Problem description
Copy the lines below verbatim, but only from the line containing "Parse the map" through the end of the data.

Supplied records
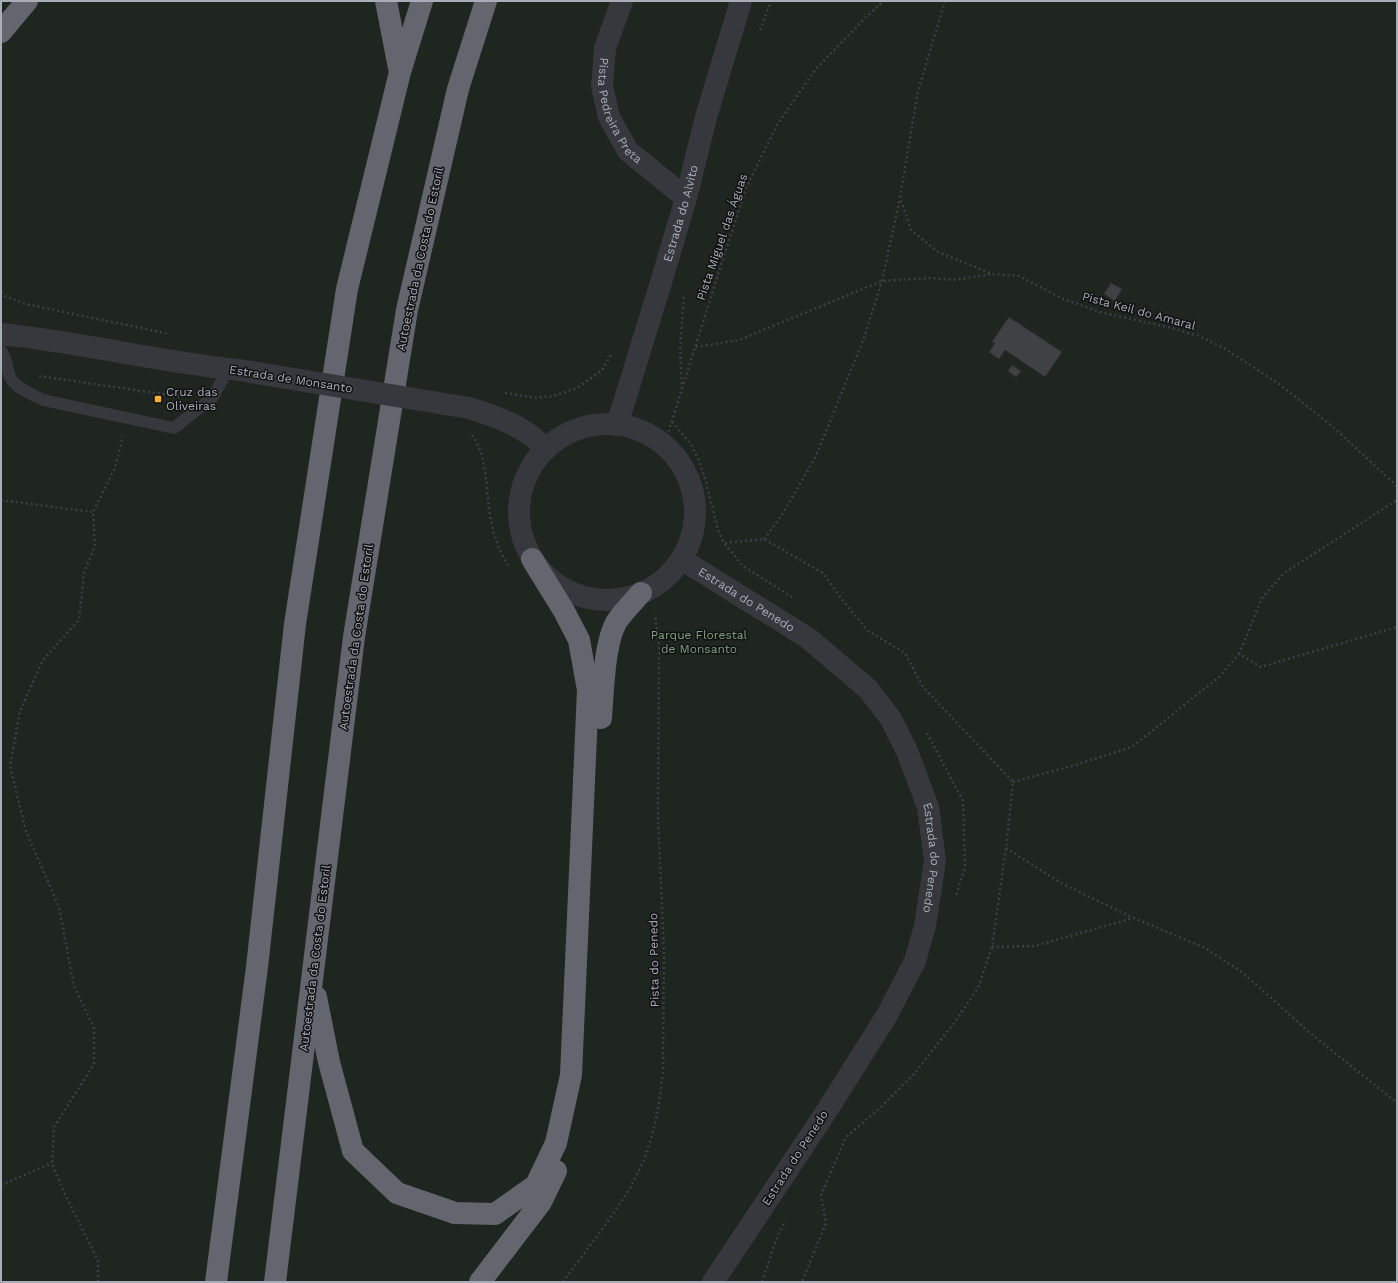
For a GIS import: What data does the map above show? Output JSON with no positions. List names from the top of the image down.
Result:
{
  "streets": {
    "highway": ["Autoestrada da Costa do Estoril"],
    "street": [
      "Pista Pedreira Preta",
      "Estrada do Alvito",
      "Estrada de Monsanto",
      "Estrada do Penedo"
    ],
    "path": ["Pista Miguel das Águas", "Pista Keil do Amaral", "Pista do Penedo"]
  },
  "crossings": [
    ["Pista Pedreira Preta", "Estrada do Alvito"]
  ],
  "parks": ["Parque Florestal de Monsanto"],
  "places": {
    "transit": ["Cruz das Oliveiras"]
  }
}
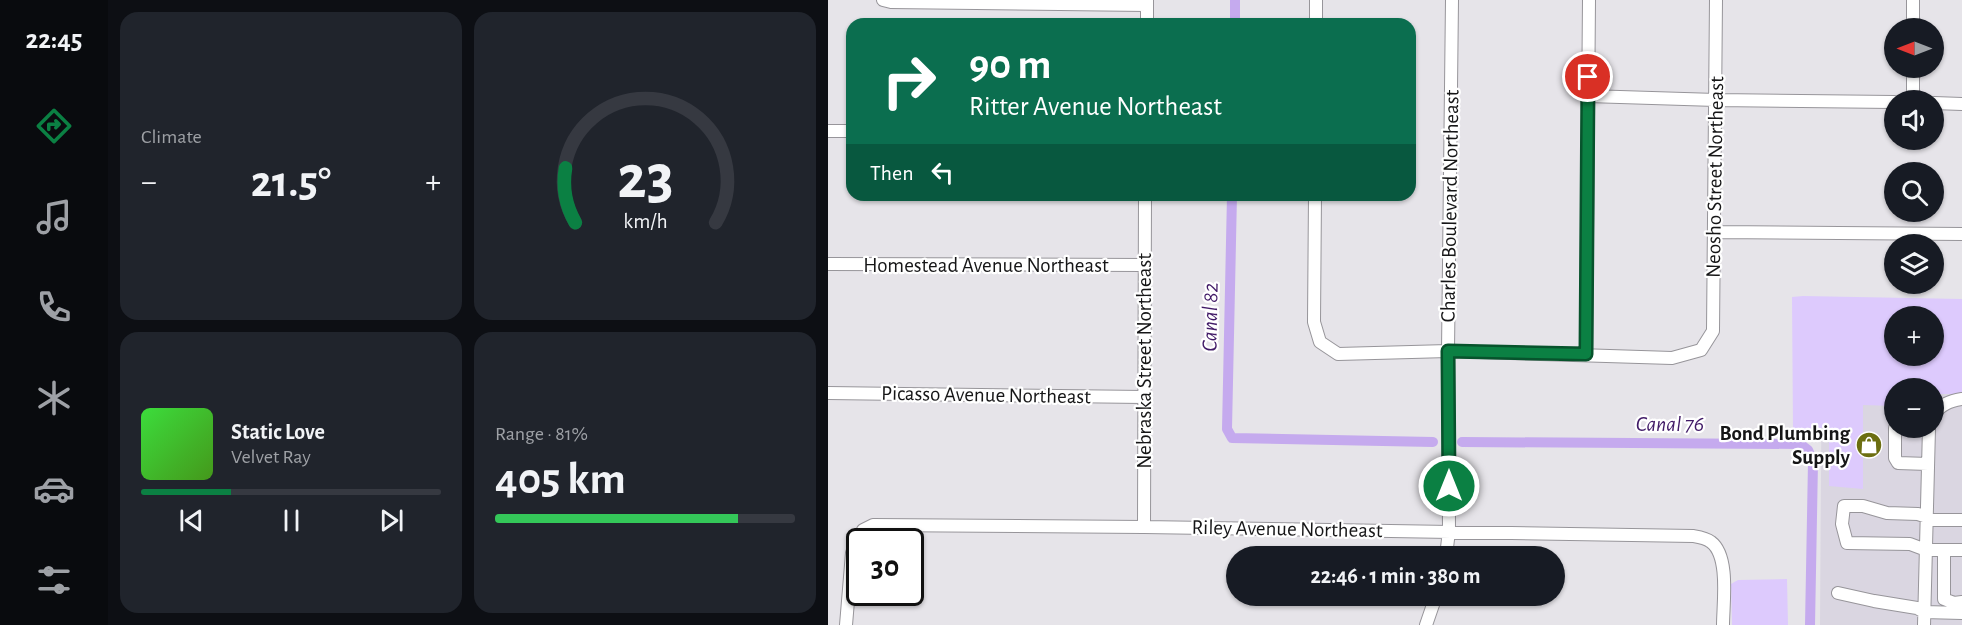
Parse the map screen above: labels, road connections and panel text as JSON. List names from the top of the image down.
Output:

Result for this exercise
Parse the map screen above: labels, road connections and panel text as JSON. List names from the top of the image down.
Output:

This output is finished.